ABOUT THIS EXERCISE: Within the records that follow, restate exactly the lines from the line with "index tip: (367, 525)" down to the line with "middle pip: (57, 341)", including both. Omit the pictures.
[DATA SHOWN Boundary: Start]
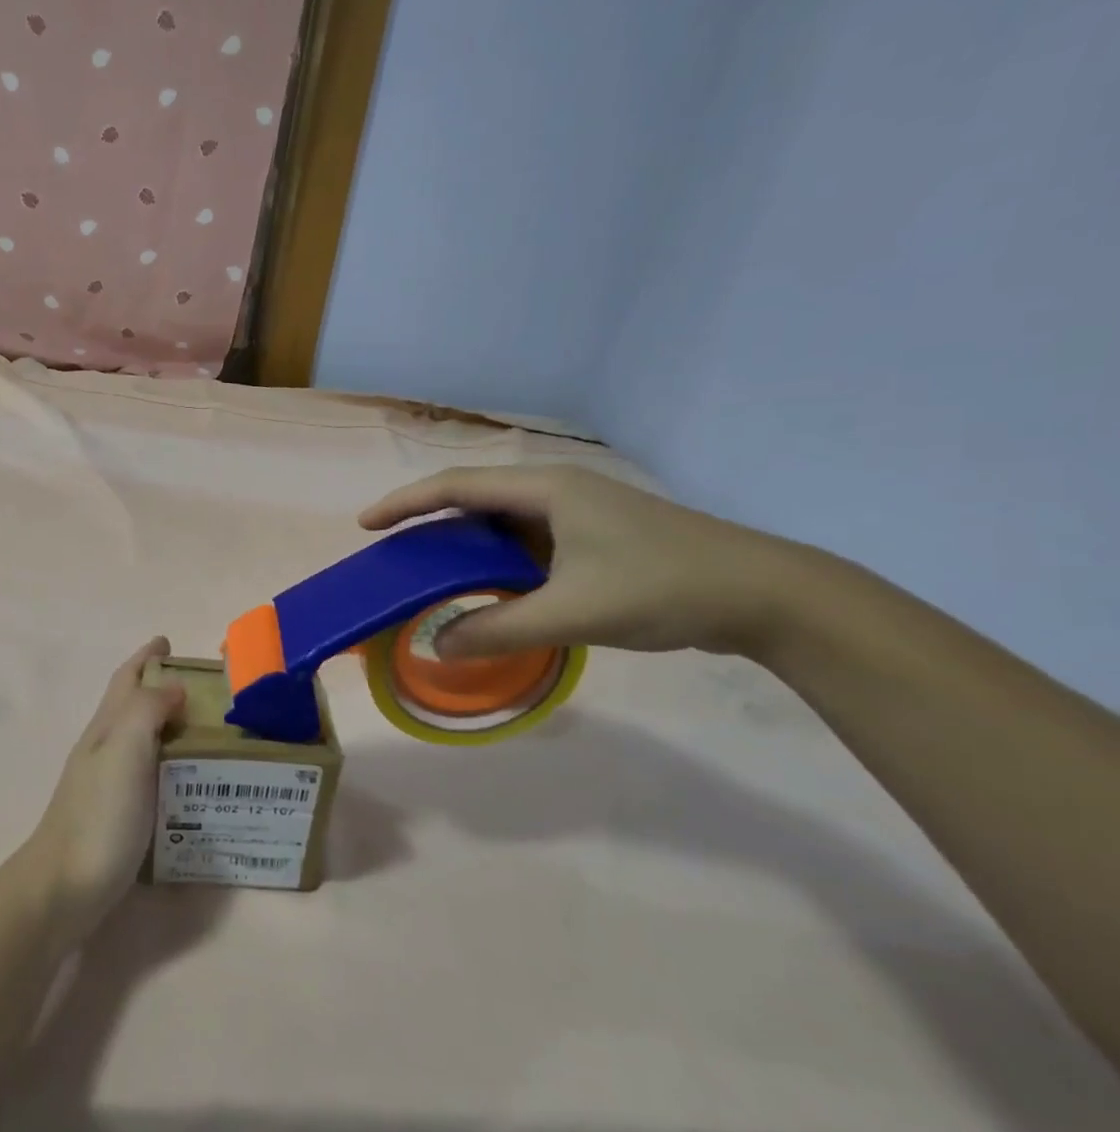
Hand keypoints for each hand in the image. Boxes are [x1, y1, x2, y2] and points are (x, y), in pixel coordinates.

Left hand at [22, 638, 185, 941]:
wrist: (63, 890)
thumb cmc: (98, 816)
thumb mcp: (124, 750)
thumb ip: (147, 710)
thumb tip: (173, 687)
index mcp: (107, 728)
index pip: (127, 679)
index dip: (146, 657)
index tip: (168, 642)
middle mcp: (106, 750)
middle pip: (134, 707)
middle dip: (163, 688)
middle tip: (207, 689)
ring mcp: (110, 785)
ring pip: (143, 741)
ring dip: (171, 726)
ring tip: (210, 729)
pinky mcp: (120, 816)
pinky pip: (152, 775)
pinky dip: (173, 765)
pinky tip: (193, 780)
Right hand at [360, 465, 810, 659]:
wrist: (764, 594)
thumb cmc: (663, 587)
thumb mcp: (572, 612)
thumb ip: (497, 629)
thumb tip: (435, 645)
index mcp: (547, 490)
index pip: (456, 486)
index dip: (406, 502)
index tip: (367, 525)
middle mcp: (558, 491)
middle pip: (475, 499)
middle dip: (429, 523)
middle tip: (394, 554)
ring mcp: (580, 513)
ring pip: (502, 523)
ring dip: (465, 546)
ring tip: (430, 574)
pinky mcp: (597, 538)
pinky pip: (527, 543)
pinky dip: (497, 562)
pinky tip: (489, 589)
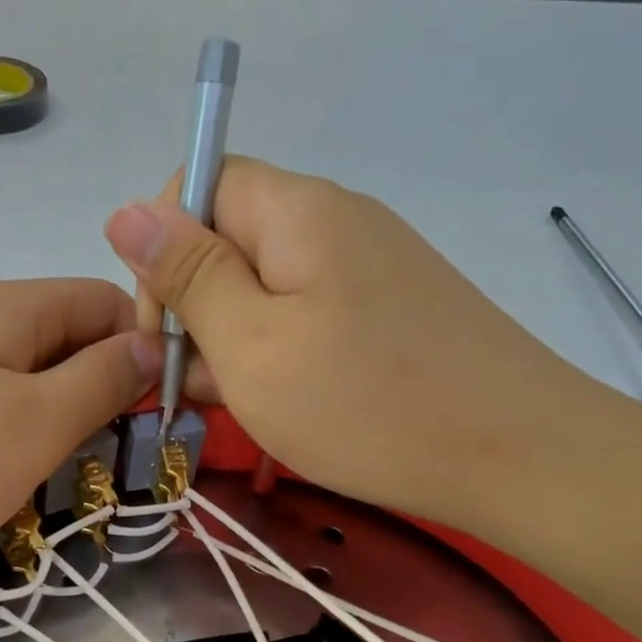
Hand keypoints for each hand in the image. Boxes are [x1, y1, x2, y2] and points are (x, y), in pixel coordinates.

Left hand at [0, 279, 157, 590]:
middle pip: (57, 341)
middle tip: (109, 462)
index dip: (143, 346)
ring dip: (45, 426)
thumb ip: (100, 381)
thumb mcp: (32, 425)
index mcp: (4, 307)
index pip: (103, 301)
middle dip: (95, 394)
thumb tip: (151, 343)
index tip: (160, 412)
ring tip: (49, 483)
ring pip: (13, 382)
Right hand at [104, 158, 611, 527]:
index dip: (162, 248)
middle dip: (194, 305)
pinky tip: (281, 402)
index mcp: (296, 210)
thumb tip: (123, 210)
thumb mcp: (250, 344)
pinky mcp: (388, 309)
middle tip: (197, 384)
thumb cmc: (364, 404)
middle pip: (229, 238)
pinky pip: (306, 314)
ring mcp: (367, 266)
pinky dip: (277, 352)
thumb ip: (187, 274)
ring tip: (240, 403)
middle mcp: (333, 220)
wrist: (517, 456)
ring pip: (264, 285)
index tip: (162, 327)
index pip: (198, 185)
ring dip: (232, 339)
[DATA SHOWN Boundary: End]
RESULT:
index tip: (367, 525)
middle mcp: (558, 491)
middle pip: (475, 499)
middle dip: (429, 523)
middle tip: (394, 554)
ring mcp: (580, 513)
ring pip: (502, 523)
ring dip: (465, 546)
ring tip: (430, 574)
pinky mcp: (597, 538)
pinky pip: (527, 543)
pinky dip: (497, 562)
pinky tip: (489, 589)
Hand keypoints for each hand in the image. Boxes are [x1, y1, x2, y2] and points are (x, y), in pixel coordinates.

Left hand at [0, 279, 157, 590]:
middle pip: (57, 341)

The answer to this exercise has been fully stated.